I love Eggs Benedict. I can’t pinpoint the beginning of my love affair, because my love has always been there. As Eggs Benedict features prominently in most menus, I don’t think I am the only one in love.

Borden - Eggs Benedict

For over 20 years, I resigned myself to eating Eggs Benedict in restaurants because I thought the sauce was too darn hard – the classic recipe for hollandaise sauce involves a double burner, a candy thermometer, and a metal bowl (none of which we own). But last Sunday, my partner, trusting as always in the infallibility of The Joy of Cooking and spurred on by my stated desire of what I wanted for our holiday weekend brunch, kept reading. He persevered, finding a recipe for hollandaise that doesn’t require anything special but a blender.
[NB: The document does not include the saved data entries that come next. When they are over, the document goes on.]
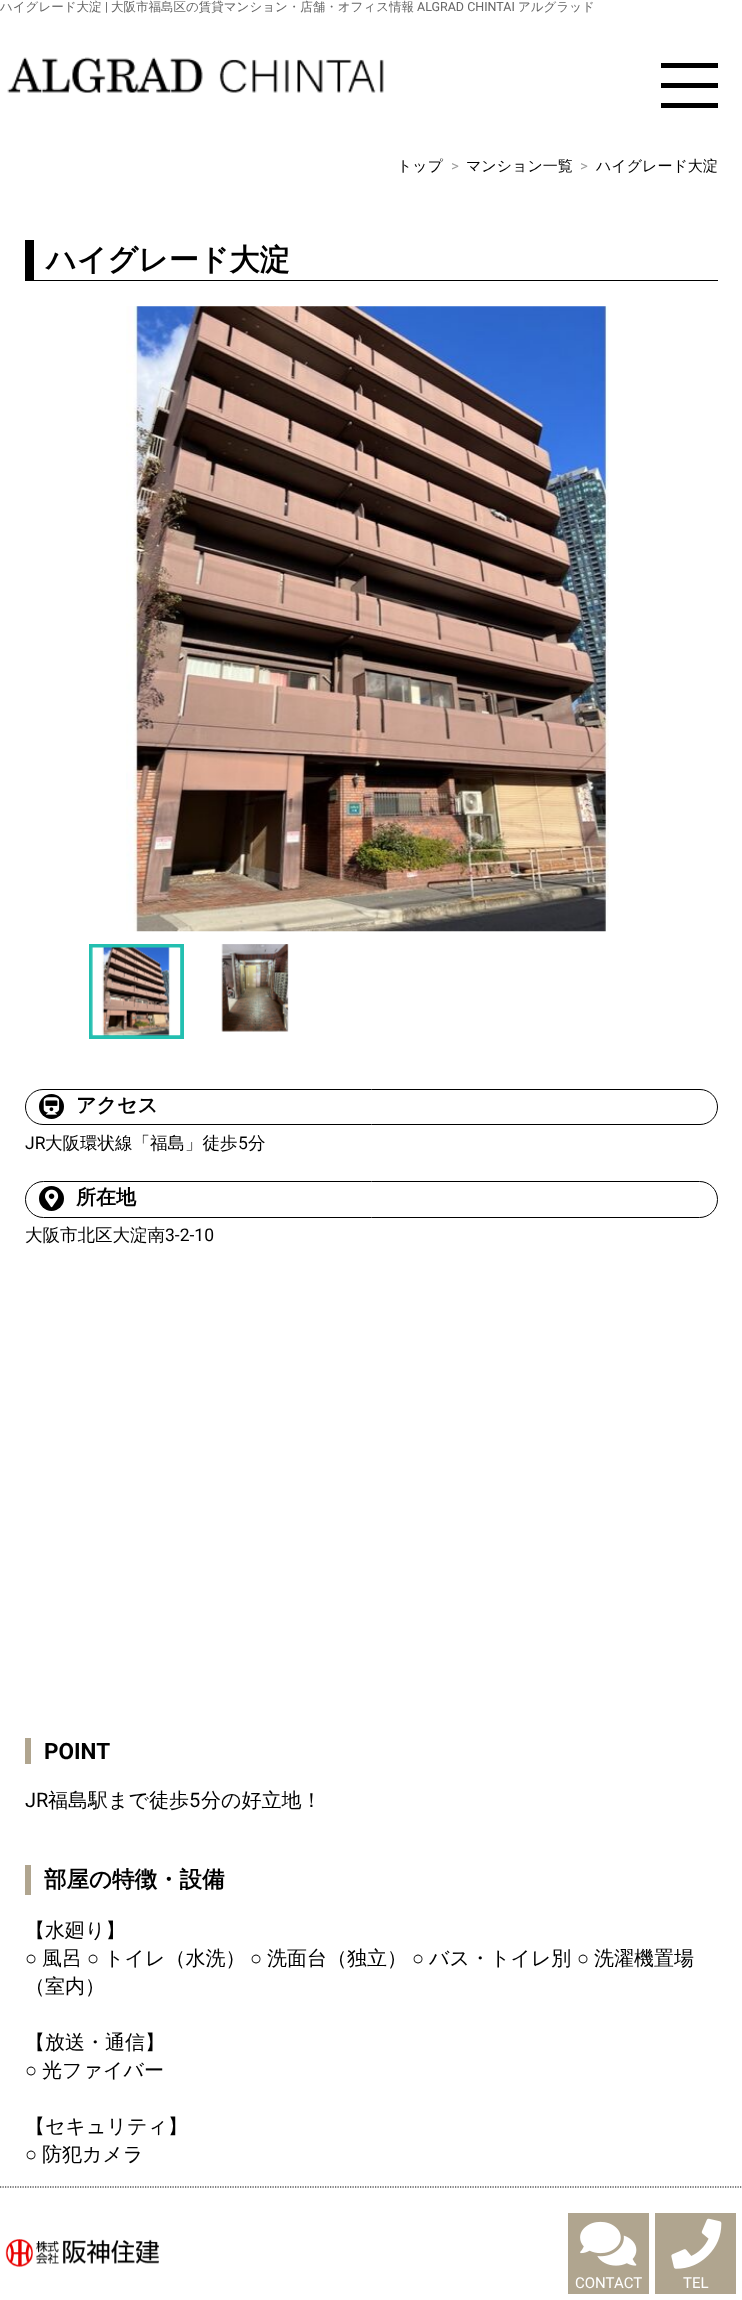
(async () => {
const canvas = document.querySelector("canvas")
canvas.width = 742
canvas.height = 2300
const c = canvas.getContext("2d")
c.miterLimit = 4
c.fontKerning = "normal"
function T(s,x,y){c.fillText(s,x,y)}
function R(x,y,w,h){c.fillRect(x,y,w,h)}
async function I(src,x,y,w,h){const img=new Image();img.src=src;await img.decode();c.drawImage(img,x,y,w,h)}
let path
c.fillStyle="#fff"
R(0,0,742,2300)
c.font="500 12.5px WenQuanYi Zen Hei"
c.fillStyle="#666"
T("ハイグレード大淀",0,11)
c.font="12.5px Roboto"
T("|",105,11)
c.font="500 12.5px WenQuanYi Zen Hei"
T("大阪市福島区の賃貸マンション・店舗・オフィス情報",111,11)
c.font="12.5px Roboto"
T("ALGRAD CHINTAI",417,11)
c.font="500 12.5px WenQuanYi Zen Hei"
T("アルグラッド",518,11)
await I("1.png",7,57,377,36)
c.fillStyle="#000"
R(661,83,57,5)
R(661,63,57,5)
R(661,103,57,5)
c.font="500 15px WenQuanYi Zen Hei"
T("トップ",397,171)
c.font="15px Roboto"
c.fillStyle="#9d9d9d"
T(">",451,171)
c.font="500 15px WenQuanYi Zen Hei"
c.fillStyle="#000"
T("マンション一覧",466,171)
c.font="15px Roboto"
c.fillStyle="#9d9d9d"
T(">",580,171)
c.font="500 15px WenQuanYi Zen Hei"
c.fillStyle="#000"
T("ハイグレード大淀",596,171)
R(34,280,684,1)
R(25,240,9,41)
c.font="bold 30px WenQuanYi Zen Hei"
T("ハイグレード大淀",46,270)
await I("2.png",126,306,483,626)
c.strokeStyle="#23bfb0"
c.lineWidth=4
c.strokeRect(91,946,91,91)
await I("3.png",91,947,90,89)
await I("4.png",221,944,68,88)
c.beginPath()
c.roundRect(25.5,1089.5,692,35,17.5)
c.strokeStyle="#000"
c.lineWidth=1
c.stroke()
c.beginPath()
c.arc(51.5,1106.5,12.5,0,7)
c.fill()
await I("5.png",43,1097,17,18)
c.font="bold 20px WenQuanYi Zen Hei"
T("アクセス",76,1112)
c.font="17.5px Roboto"
T("JR",25,1149)
c.font="500 17.5px WenQuanYi Zen Hei"
T("大阪環状線「福島」徒歩",45,1149)
c.font="17.5px Roboto"
T("5",238,1149)
c.font="500 17.5px WenQuanYi Zen Hei"
T("分",248,1149)
c.beginPath()
c.roundRect(25.5,1181.5,692,36,18)
c.stroke()
c.beginPath()
c.arc(51.5,1198.5,12.5,0,7)
c.fill()
await I("6.png",45,1189,14,19)
c.font="bold 20px WenQuanYi Zen Hei"
T("所在地",76,1204)
c.font="500 17.5px WenQuanYi Zen Hei"
T("大阪市北区大淀南",25,1241)
c.font="17.5px Roboto"
T("3-2-10",165,1241)
c.fillStyle="#b0a58f"
R(25,1738,6,26)
c.font="bold 22.5px Roboto"
c.fillStyle="#000"
T("POINT",44,1759)
c.font="20px Roboto"
T("JR",25,1807)
c.font="500 20px WenQuanYi Zen Hei"
T("福島駅まで徒歩",48,1807)
c.font="20px Roboto"
T("5",189,1807)
c.font="500 20px WenQuanYi Zen Hei"
T("分の好立地！",201,1807)
c.fillStyle="#b0a58f"
R(25,1865,6,30)
c.font="bold 22.5px WenQuanYi Zen Hei"
c.fillStyle="#000"
T("部屋の特徴・設備",44,1887)
c.font="500 20px WenQuanYi Zen Hei"
T("【水廻り】",25,1937)
c.font="20px Liberation Sans"
T("○",25,1965)
c.font="500 20px WenQuanYi Zen Hei"
T("風呂",42,1965)
c.font="20px Liberation Sans"
T("○",87,1965)
c.font="500 20px WenQuanYi Zen Hei"
T("トイレ（水洗）",104,1965)
c.font="20px Liberation Sans"
T("○",250,1965)
c.font="500 20px WenQuanYi Zen Hei"
T("洗面台（独立）",267,1965)
c.font="20px Liberation Sans"
T("○",412,1965)
c.font="500 20px WenQuanYi Zen Hei"
T("バス・トイレ別",429,1965)
c.font="20px Liberation Sans"
T("○",577,1965)
c.font="500 20px WenQuanYi Zen Hei"
T("洗濯機置場",594,1965)
T("（室内）",25,1993)
T("【放送・通信】",25,2049)
c.font="20px Liberation Sans"
T("○",25,2077)
c.font="500 20px WenQuanYi Zen Hei"
T("光ファイバー",42,2077)
T("【セキュリティ】",25,2133)
c.font="20px Liberation Sans"
T("○",25,2161)
c.font="500 20px WenQuanYi Zen Hei"
T("防犯カメラ",42,2161)
path = new Path2D("M0 2187h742.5")
c.lineWidth=1.2
c.setLineDash([1.25,1.25])
c.stroke(path)
await I("7.png",5,2239,154,28)
c.fillStyle="#b0a58f"
R(568,2213,81,81)
await I("8.png",580,2221,57,45)
c.font="15px Roboto"
c.fillStyle="#fff"
T("CONTACT",575,2288)
c.fillStyle="#b0a58f"
R(655,2213,81,81)
await I("9.png",671,2218,51,51)
c.fillStyle="#fff"
T("TEL",683,2288)
})()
And we own a blender, and we have fresh eggs that need to be eaten, and the entire delicious, plate-licking meal took us 6 minutes to make, and it was the easiest at-home most decadent brunch ever.

Here is our two-person recipe for Eggs Benedict, modified with more lemon juice to ensure a big sparkle of citrus to offset the fat. Four poached eggs, turkey bacon from freezer, leftover 8 grain 3 seed bread from Zingerman’s, Hollandaise sauce made in the blender: 2 egg yolks, 2 teaspoons lemon juice, 1/3 cup melted ghee (clarified butter), salt and pepper – voila!
(Note: This timeline assumes two sets of hands, and we like our eggs runny.)
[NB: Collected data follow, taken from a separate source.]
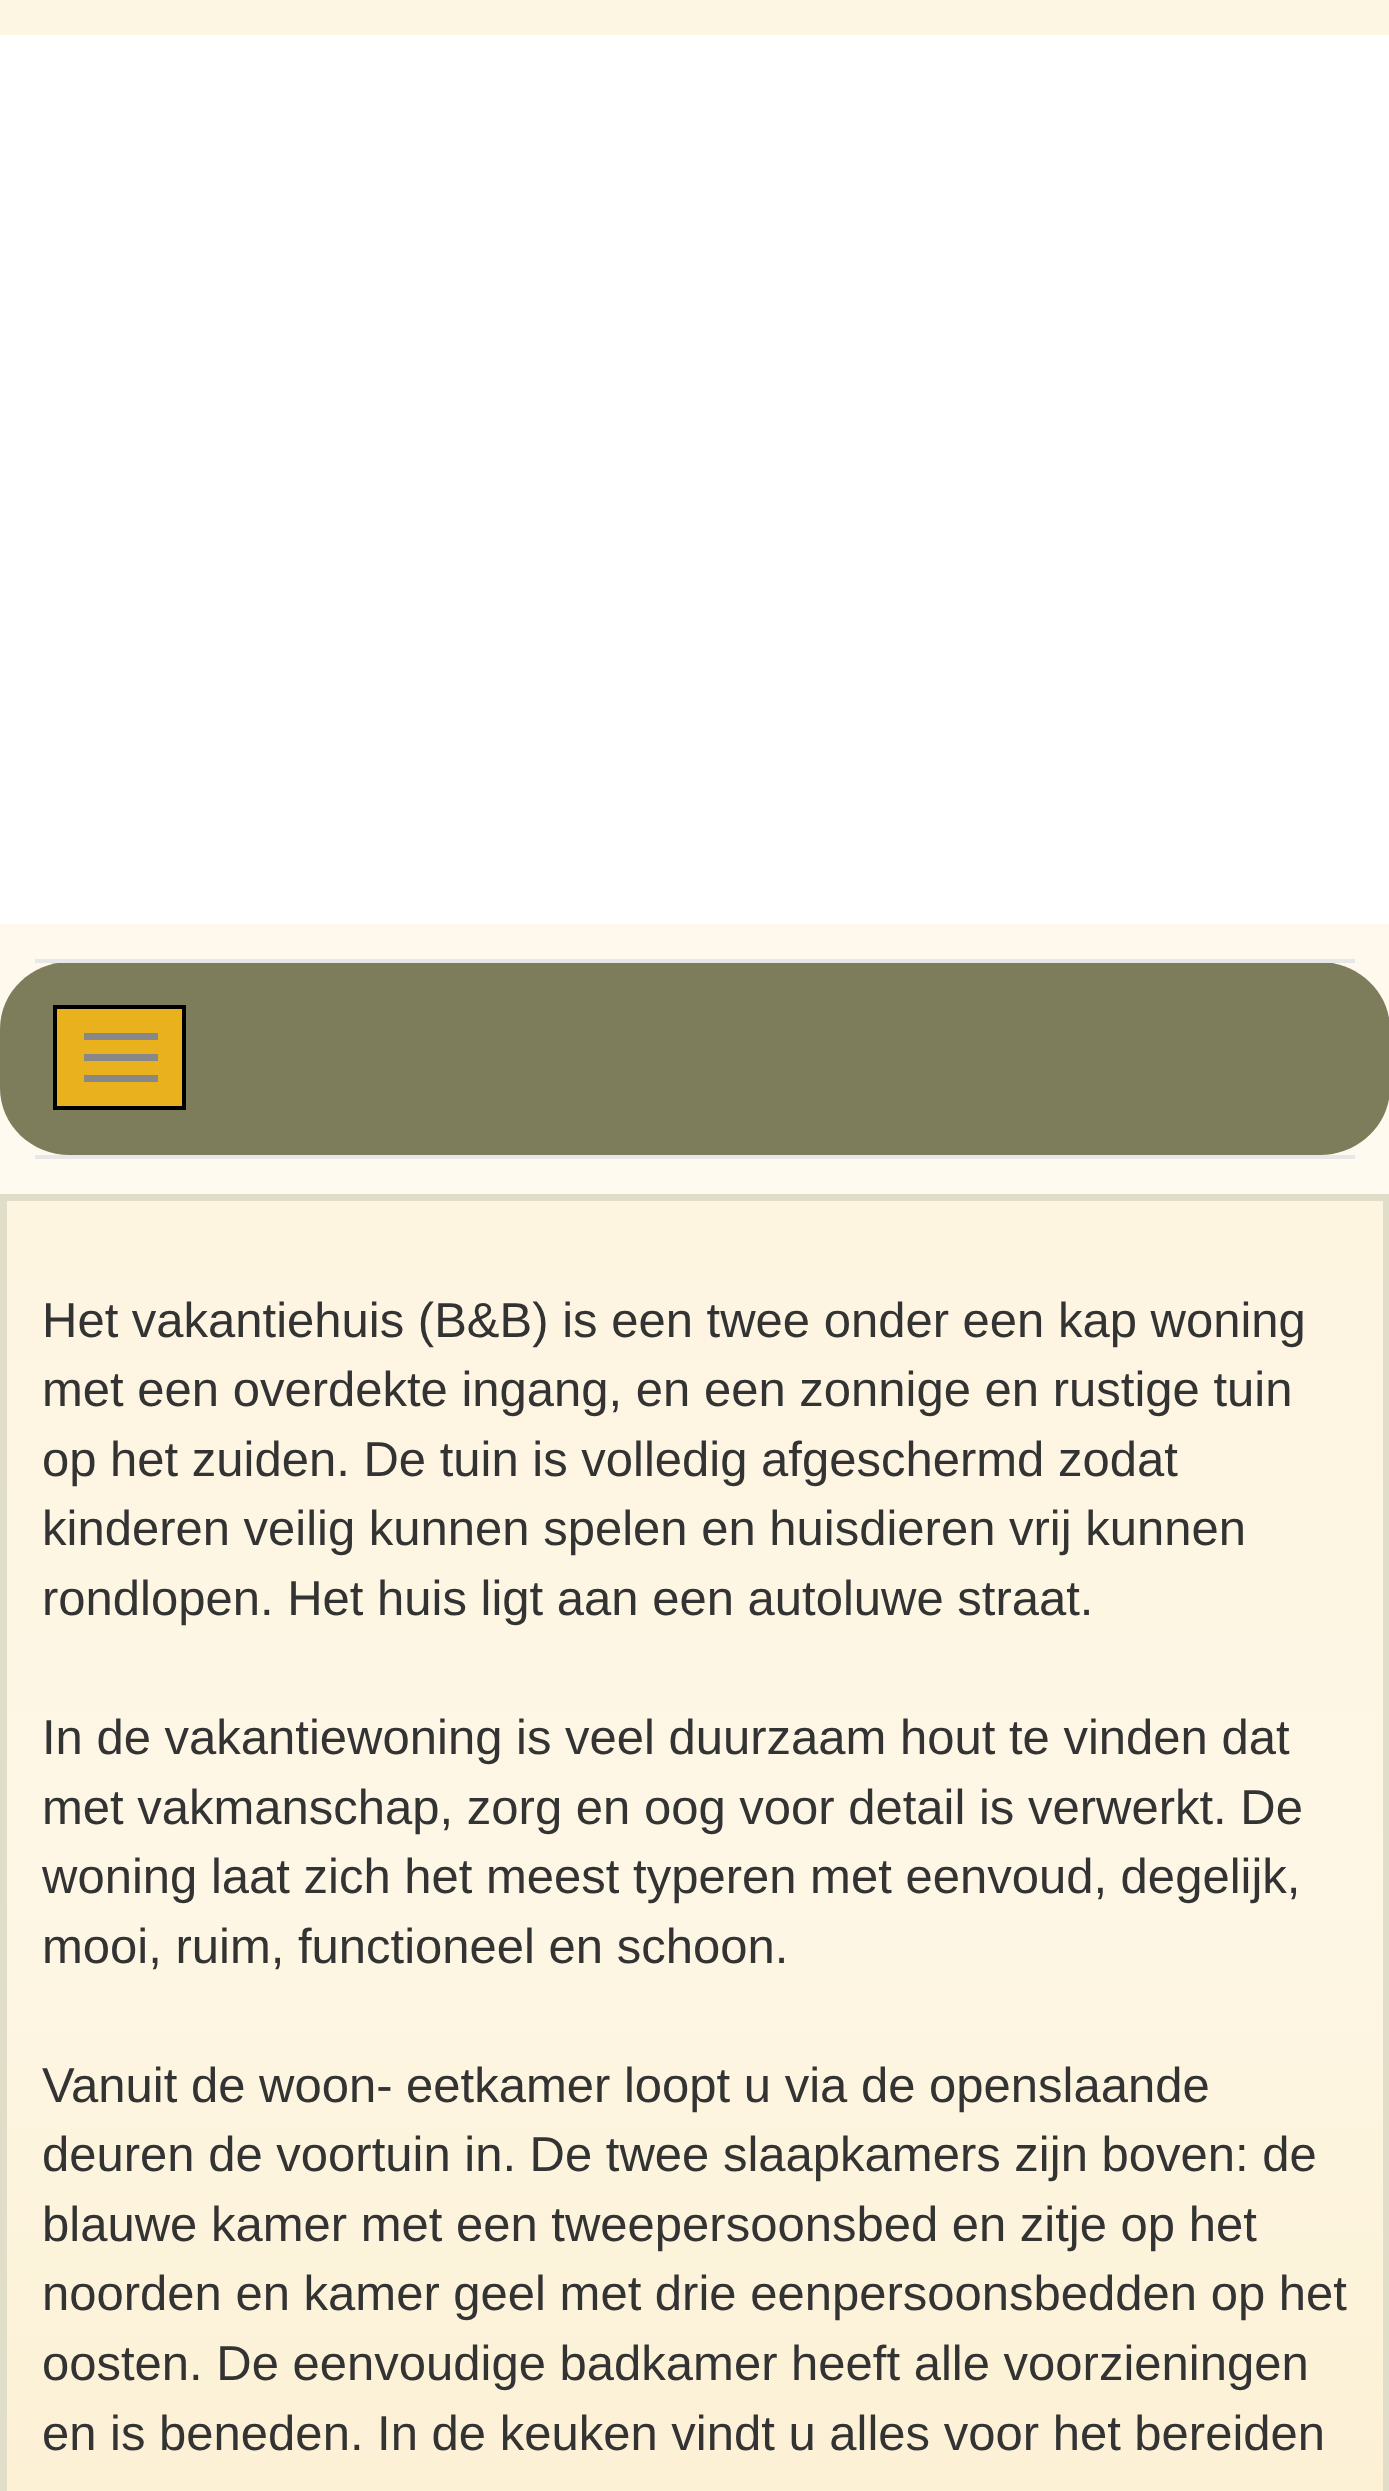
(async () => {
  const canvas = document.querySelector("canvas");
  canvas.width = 1389;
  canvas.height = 2491;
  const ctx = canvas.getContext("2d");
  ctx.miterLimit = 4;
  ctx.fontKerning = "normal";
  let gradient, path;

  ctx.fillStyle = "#ffffff";
  ctx.fillRect(0, 0, 1389, 2491);
  gradient = ctx.createLinearGradient(695, 0, 695, 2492);
  gradient.addColorStop(0, "#fdf6e3");
  gradient.addColorStop(0.25, "#fef8e9");
  gradient.addColorStop(0.75, "#fffcf5");
  gradient.addColorStop(1, "#fdf6e3");
  ctx.fillStyle = gradient;
  ctx.fillRect(0, 0, 1389, 1194);
  gradient = ctx.createLinearGradient(695, 0, 695, 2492);
  gradient.addColorStop(0, "#fcf1d5");
  gradient.addColorStop(0.25, "#fdf3db");
  gradient.addColorStop(0.75, "#fef7e6");
  gradient.addColorStop(1, "#fcf1d5");
  ctx.fillStyle = gradient;
  ctx.fillRect(7, 1201, 1376, 1290);
  ctx.fillStyle = "#ffffff";
  ctx.fillRect(0, 35, 1389, 889);
  ctx.fillStyle = "#7d7d5b";
  path = new Path2D("M70 962H1320C1358 962 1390 992 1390 1029V1088C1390 1125 1358 1155 1320 1155H70C31 1155 0 1125 0 1088V1029C0 992 31 962 70 962Z");
  ctx.fill(path);
  ctx.fillStyle = "#e7e7e7";
  ctx.fillRect(35, 959, 1320, 4);
  ctx.fillRect(35, 1155, 1320, 4);
  ctx.fillStyle = "#eab11f";
  ctx.beginPath();
  ctx.rect(55, 1007, 129, 101);
  ctx.fill();
  ctx.strokeStyle = "#000000";
  ctx.lineWidth = 4;
  ctx.stroke();
  for (const [x, y, w, h, color] of [
    [84, 1033, 74, 7, "#888888"],
    [84, 1054, 74, 7, "#888888"],
    [84, 1075, 74, 7, "#888888"],
  ]) {
    ctx.fillStyle = color;
    ctx.fillRect(x, y, w, h);
  }
  ctx.strokeStyle = "#e0ddc9";
  ctx.lineWidth = 7;
  ctx.strokeRect(3.5, 1197.5, 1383, 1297);
  ctx.font = "49px Liberation Sans";
  ctx.fillStyle = "#333333";
  for (const [text, x, y] of [
    ["Het vakantiehuis (B&B) is een twee onder een kap woning", 42, 1337],
    ["met een overdekte ingang, en een zonnige en rustige tuin", 42, 1406],
    ["op het zuiden. De tuin is volledig afgeschermd zodat", 42, 1476],
    ["kinderen veilig kunnen spelen en huisdieren vrij kunnen", 42, 1545],
    ["rondlopen. Het huis ligt aan een autoluwe straat.", 42, 1615],
    ["In de vakantiewoning is veel duurzaam hout te vinden dat", 42, 1754],
    ["met vakmanschap, zorg en oog voor detail is verwerkt. De", 42, 1824],
    ["woning laat zich het meest typeren met eenvoud, degelijk,", 42, 1893],
    ["mooi, ruim, functioneel en schoon.", 42, 1963],
    ["Vanuit de woon- eetkamer loopt u via de openslaande", 42, 2102],
    ["deuren de voortuin in. De twee slaapkamers zijn boven: de", 42, 2171],
    ["blauwe kamer met een tweepersoonsbed en zitje op het", 42, 2241],
    ["noorden en kamer geel met drie eenpersoonsbedden op het", 42, 2310],
    ["oosten. De eenvoudige badkamer heeft alle voorzieningen", 42, 2380],
    ["en is beneden. In de keuken vindt u alles voor het bereiden", 42, 2450],
  ]) {
    ctx.fillText(text, x, y);
  }
})();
T-minus 6 minutes: Check coop for fresh eggs, return with 4 fresh new eggs to add to the 2 on the windowsill from yesterday, turn heat on for poaching egg water, melt ghee, slice off 4 chunks of turkey bacon and throw into toaster oven with slices of bread.

T-minus 5 minutes: Separate 2 egg yolks into blender, add 2 teaspoons lemon juice, grind in pepper and salt, press toast on toaster oven.

T-minus 4 minutes: Take a sip of coffee, watch the bread turn into toast.

T minus 3 minutes: Set the table, scratch the dog.

T-minus 2 minutes: Break 4 eggs into the poaching egg water

A brief step-out from our countdown. I learned to make poached eggs years ago. The trick was to create little tornadoes in the water with a spoon and then gently pour the egg into the middle of the tornado. The force of the tornado made sure the egg didn’t spread all over the place. If the egg was being difficult, you could add vinegar to the water. I always liked making water tornadoes with my spoon – so that is what I did.

Or, that was what I did until we started keeping chickens. I don’t need to make a tornado in the water any more. A freshly laid egg has a white that is almost as firm as the yolk. I am able to simply pour it into the warm water. They are so contained unto themselves, they can be literally on top of each other and still be intact when you spoon them out.

Okay, back to the countdown.

T-minus 90 seconds: Turn blender on and start foaming the yolk and lemon juice. After 10 seconds slowly pour in the melted ghee.

T-minus 30 seconds: (This takes some maneuvering to happen all at once). Remove toast and bacon from toaster, place the four pieces onto two plates, stack turkey bacon on top, remove the poached eggs from the water and place on top of bacon, use a spatula to pour the Hollandaise onto the eggs, carry plates to table.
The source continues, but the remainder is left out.